Reflection - Week Four

Team A realizes that each of the objectives covered in week three are important to the practice of accounting and how they are used in businesses, so each objective will be discussed within this reflection. However, closing entries proves itself as the most vital. Without closing entries, accounting books would run continually, not giving an accurate account of retained earnings. The process of closing entries opens the closed accounts to receive new data about revenues, expenses, and dividends separate from previous accounting periods (Kimmel, Weygandt, & Kieso, Chapter 4, 2010).

Prepare Closing Entries, Reversing Entries, and a Post-Closing Trial Balance

Closing entries are defined as the process of "transferring net income (or net loss) and dividends to Retained Earnings, so the balance in Retained Earnings agrees with the retained earnings statement" (Kimmel, Weygandt, & Kieso, 2010, Chapter 4). Businesses prepare closing entries at the end of an accounting cycle to bring balances to a zero on temporary accounts and transfer them to the next accounting cycle. Reversing entries is the opposite of the adjusting entry done in the previous accounting period and is done at the beginning of a new accounting period. Reverse entries are done to undo adjusting entries. Post-closing trial balance is prepared from the ledger once the closing entries are journalized and posted (Kimmel, Weygandt, & Kieso, Chapter 4, 2010).

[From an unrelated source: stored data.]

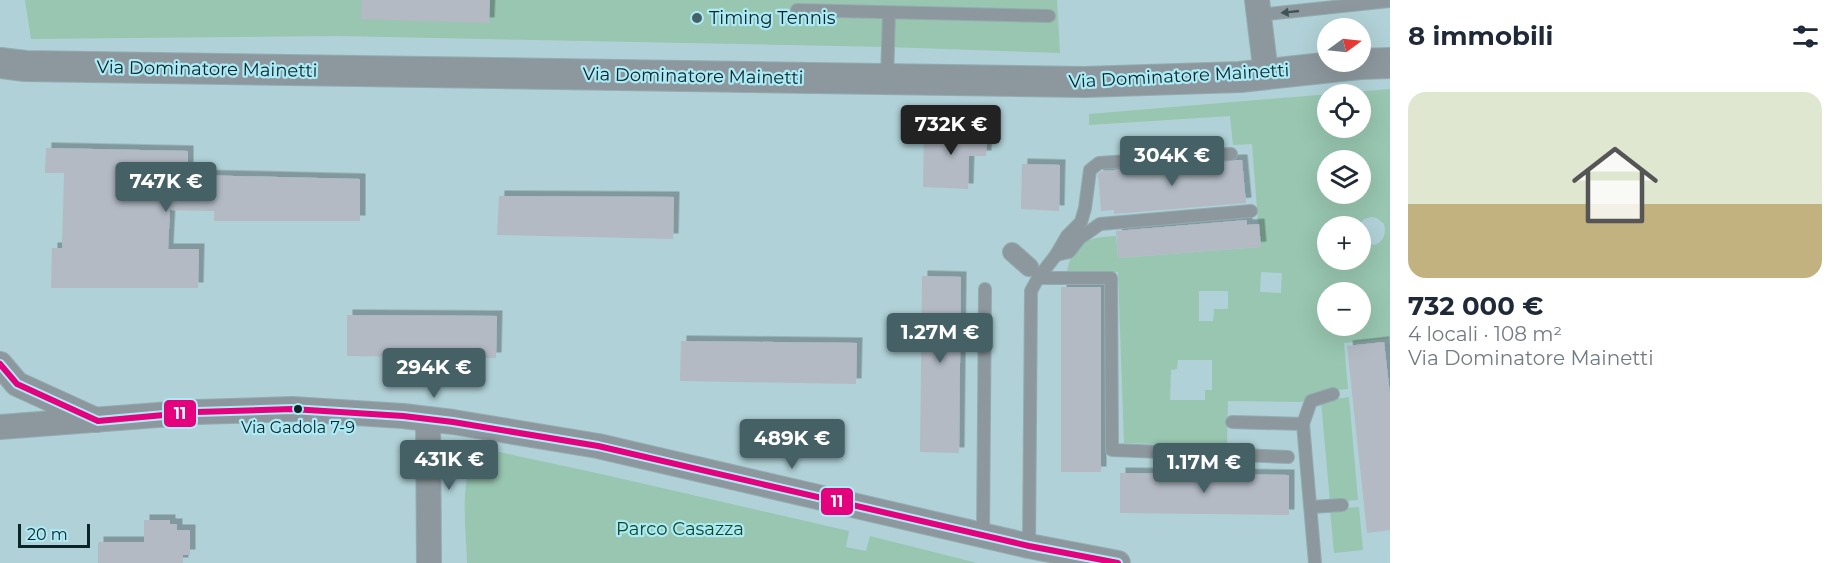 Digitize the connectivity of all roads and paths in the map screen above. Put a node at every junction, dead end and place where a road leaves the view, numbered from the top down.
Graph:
1 (1390, 1) edge
2 (1258, 7) edge
3 (797, 10) dead end
4 (889, 12) junction
5 (1048, 16) dead end
6 (1390, 50) edge
7 (1371, 59) edge
8 (1390, 63) edge
9 (13, 64) edge
10 (1371, 64) edge
11 (1317, 69) edge
12 (1266, 74) junction
13 (887, 79) junction
14 (0, 83) edge
15 (1232, 154) dead end
16 (1251, 212) dead end
17 (1012, 252) dead end
18 (1056, 255) junction
19 (1033, 272) junction
20 (985, 289) dead end
21 (0, 364) edge
22 (1333, 394) dead end
23 (428, 419) junction
24 (98, 421) junction
25 (1232, 422) dead end
26 (1303, 424) junction
27 (0, 427) edge
28 (1287, 457) dead end
29 (1342, 505) dead end
30 (1311, 507) junction
31 (983, 536) junction
32 (1028, 555) edge
33 (429, 563) edge
34 (1118, 563) edge
35 (1315, 563) edge

1 -> 2 lane
2 - 12 street
3 - 4 lane
4 - 5 lane
4 - 13 lane
6 - 7 street, Via Dominatore Mainetti
8 - 10 street, Via Dominatore Mainetti
9 - 13 street, Via Dominatore Mainetti
9 - 14 street, Via Dominatore Mainetti
11 - 12 street, Via Dominatore Mainetti
12 - 13 street, Via Dominatore Mainetti
15 - 18 lane
16 - 18 lane
17 - 19 street
18 - 19 lane
19 - 28 lane
19 - 32 lane
20 - 31 lane
21 - 24 street
22 - 26 lane
23 - 24 street
23 - 31 street
23 - 33 street
24 - 27 street
25 - 26 lane
26 - 30 lane
29 - 30 lane
30 - 35 lane
31 - 32 street
32 - 34 street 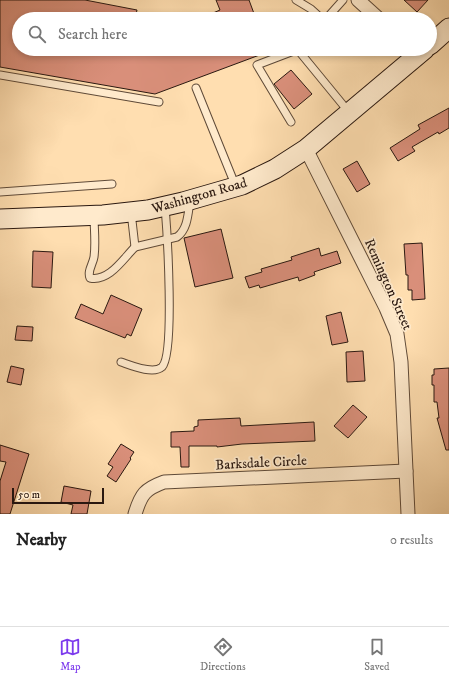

Prepare a Financial Statement Worksheet

An important part of a business operation is to have a financial statement. Within a business, it is vital to understand the financial statements. A financial statement can be used as a guiding tool for a company and help the company avoid costly breakdowns. A financial statement will allow a business to know where their company stands currently in areas such as assets, liabilities, income, and cash flow. A financial statement takes part of a company's planning process. Financial statements can help a new business get off the ground and attract potential investors. Investors can view a company's financial statement to determine the financial reliability of the operation (Kimmel, Weygandt, & Kieso, Chapter 4, 2010).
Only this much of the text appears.